**Exercise requirements:**
Copy out each line of the data below in which "daibosatu" appears.

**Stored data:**
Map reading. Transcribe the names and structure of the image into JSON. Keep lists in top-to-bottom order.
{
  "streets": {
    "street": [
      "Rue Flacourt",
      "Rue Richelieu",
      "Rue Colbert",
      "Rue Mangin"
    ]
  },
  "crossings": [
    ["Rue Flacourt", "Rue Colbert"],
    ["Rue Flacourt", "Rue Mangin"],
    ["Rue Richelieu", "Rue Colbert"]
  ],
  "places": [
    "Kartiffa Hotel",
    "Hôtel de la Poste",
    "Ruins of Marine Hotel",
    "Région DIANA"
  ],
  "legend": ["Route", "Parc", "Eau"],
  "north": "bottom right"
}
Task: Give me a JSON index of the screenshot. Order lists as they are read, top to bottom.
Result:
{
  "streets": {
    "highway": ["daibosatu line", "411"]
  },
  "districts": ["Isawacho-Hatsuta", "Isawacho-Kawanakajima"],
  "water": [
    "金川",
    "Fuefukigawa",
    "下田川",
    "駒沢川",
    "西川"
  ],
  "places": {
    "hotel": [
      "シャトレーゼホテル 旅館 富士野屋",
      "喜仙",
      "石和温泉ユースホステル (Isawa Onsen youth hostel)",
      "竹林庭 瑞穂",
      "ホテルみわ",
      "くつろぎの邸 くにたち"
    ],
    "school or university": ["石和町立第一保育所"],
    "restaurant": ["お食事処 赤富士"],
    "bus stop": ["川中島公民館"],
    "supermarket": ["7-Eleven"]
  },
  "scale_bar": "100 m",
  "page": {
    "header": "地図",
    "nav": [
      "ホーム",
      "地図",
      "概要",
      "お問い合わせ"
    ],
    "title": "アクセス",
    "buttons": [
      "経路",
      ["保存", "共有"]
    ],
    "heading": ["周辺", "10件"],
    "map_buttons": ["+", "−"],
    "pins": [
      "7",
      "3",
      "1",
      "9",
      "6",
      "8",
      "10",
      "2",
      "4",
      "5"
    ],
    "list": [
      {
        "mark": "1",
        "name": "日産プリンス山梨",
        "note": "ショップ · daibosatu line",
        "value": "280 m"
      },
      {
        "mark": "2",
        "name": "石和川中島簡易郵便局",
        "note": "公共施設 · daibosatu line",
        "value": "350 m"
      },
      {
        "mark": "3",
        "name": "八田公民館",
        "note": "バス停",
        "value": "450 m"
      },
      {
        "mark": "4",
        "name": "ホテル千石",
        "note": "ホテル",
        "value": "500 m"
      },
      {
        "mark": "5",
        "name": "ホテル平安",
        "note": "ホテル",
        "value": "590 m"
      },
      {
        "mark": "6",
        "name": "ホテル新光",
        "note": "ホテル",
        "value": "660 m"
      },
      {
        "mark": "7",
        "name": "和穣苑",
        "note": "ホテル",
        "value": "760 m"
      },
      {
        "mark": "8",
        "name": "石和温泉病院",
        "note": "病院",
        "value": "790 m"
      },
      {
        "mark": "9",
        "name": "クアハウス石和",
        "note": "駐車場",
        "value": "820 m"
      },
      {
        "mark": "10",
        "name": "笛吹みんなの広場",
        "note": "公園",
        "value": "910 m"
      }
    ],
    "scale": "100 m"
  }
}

**Answer to this problem:**
    "highway": ["daibosatu line", "411"]
        "note": "ショップ · daibosatu line",
        "note": "公共施設 · daibosatu line",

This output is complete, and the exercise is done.